After The Apes had floored me with their intense, primal performance, I couldn’t help but wonder what The Slits would follow that up with. What they chose to do amounted to, in my eyes and ears, a party at The Slits’ house! Instead of playing a song followed by another song, followed by a few attempts to acknowledge the audience, followed by yet more songs, The Slits’ approach was more akin to their having you over to their practice space for a big party during which they happened to be playing songs in between the jokes and chatter. Since the jokes and chatter were top shelf to me (and I think most of the audience agreed), this was an excellent approach. They didn’t scrimp on the music either. They had been playing for at least an hour when the cops arrived (for the second time that night, due to a noise complaint) and the show was finally shut down at around 1:45 AM.
As for the non-original members of The Slits on stage that night, there were four of them! Three of them looked very young and I’m not sure that two of those were even out of their teens! From the Slits website (http://www.theslits.co.uk/) I managed to find out this much: a guitarist who apparently goes by the name “No,” Anna Schulte on drums, Adele also on guitar, and Holly Cook (the daughter of Sex Pistols’ drummer Paul Cook) on backing vocals, although Holly stood right beside Ari, and was more like a second front person to me.
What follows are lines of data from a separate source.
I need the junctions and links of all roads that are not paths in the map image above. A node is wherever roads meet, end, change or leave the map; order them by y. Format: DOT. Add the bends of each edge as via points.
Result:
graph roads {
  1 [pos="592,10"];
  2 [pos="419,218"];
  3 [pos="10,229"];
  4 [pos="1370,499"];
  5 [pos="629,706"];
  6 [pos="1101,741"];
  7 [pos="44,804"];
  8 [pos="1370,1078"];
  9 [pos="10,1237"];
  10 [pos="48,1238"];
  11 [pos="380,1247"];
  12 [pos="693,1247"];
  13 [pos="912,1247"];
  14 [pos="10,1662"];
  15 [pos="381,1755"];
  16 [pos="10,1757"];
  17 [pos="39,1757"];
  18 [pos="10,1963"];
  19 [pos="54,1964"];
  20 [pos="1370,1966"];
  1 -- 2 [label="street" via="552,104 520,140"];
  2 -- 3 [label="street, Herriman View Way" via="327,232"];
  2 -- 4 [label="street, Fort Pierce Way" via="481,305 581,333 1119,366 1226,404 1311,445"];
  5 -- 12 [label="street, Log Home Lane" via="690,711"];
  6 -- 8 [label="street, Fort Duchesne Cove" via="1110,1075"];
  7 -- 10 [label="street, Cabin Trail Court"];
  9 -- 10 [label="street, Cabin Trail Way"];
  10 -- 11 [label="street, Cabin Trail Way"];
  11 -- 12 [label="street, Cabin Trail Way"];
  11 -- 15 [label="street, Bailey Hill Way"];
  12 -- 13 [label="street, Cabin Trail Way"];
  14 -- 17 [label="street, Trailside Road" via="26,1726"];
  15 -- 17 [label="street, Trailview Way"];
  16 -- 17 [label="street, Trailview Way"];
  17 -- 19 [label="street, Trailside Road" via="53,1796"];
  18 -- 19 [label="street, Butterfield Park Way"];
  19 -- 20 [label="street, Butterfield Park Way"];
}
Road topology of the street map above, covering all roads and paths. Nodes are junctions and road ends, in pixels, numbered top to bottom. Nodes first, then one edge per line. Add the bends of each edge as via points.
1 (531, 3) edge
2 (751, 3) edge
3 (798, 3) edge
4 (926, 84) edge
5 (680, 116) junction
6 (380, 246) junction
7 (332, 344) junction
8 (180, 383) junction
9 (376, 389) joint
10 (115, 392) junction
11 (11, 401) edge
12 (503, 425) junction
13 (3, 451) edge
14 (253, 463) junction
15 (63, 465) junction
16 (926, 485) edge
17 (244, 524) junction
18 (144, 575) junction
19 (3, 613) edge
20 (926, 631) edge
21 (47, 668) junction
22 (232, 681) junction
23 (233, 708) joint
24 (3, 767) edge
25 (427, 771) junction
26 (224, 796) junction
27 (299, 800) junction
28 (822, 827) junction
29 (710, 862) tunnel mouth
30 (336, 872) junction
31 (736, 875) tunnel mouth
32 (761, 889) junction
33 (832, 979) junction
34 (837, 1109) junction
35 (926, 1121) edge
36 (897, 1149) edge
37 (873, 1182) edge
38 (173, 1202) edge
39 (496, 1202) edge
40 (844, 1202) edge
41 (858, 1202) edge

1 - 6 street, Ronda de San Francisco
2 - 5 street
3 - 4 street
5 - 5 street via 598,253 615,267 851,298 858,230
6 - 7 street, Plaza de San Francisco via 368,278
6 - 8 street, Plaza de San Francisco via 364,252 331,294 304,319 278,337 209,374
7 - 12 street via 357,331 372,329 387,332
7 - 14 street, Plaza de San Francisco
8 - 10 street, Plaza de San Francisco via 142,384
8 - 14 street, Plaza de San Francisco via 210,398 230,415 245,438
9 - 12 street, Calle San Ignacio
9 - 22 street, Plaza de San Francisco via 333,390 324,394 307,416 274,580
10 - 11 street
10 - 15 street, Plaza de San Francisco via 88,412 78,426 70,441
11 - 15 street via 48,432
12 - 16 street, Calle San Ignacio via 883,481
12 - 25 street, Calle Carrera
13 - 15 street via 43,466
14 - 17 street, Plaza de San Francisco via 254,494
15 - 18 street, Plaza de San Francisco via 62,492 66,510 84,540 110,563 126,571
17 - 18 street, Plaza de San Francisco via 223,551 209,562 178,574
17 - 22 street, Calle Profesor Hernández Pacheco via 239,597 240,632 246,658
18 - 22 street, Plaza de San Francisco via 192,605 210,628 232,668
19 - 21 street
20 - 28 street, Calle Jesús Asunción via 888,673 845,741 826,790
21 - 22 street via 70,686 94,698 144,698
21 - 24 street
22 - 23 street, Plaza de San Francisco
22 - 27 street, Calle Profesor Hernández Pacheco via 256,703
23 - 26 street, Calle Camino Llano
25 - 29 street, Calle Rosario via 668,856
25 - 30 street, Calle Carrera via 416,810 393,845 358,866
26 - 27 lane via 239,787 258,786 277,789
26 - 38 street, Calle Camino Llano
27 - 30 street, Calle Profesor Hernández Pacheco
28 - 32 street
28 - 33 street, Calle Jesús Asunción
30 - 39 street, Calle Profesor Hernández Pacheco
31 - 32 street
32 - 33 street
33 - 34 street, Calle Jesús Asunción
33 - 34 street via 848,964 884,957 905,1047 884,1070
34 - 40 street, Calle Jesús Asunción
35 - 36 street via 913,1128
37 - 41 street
The joking around began while the band was setting up. Ari found a large disco ball in the show space and sat on it on the stage for a while. Finally, Chris Bickel (ex-Guyana Punchline, In/humanity, Antischism) showed Ari that there was a hook for mounting the ball from the ceiling which he proceeded to do. Shortly afterwards, Ari took it down as their guitarist No kept bumping her head on it. They opened with the first single of theirs I ever bought, “Man Next Door.” I thought that the standout Slits player of the night was Tessa. Her stalwart, fluid bass lines drove their music as surely as Jeff Schmid had propelled The Apes. Most of the songs they performed that night came from their Cut album, although they even did one song from Return of the Giant Slits. I hadn’t listened to their music in years, but I think it has held up surprisingly well. They have a new three-song EP out called Revenge of the Killer Slits which they played from as well. I also have read that Mick Jones’ daughter, Lauren, played on The Slits new EP. I didn’t expect to hear anything at this show from their Peel Sessions release which documented their pre-reggae, more punk beginnings, but, surprisingly, they did play one song from that era. Ari made the comment that during the 1977 punk era, while others were sniffing glue or getting wasted, The Slits were having a revolution. She referred to their modern day incarnation as a “continuation” of The Slits. As their performance stretched past the forty-five minute mark I started to think that any minute they would announce that it was their last song, but until the cops arrived they just kept going. They truly did seem to be having fun as opposed to just going through the motions the way that I perceive lots of reformed punk bands to be doing.
They will be touring the U.S. though Nov. 26. If they play near you, don’t miss them.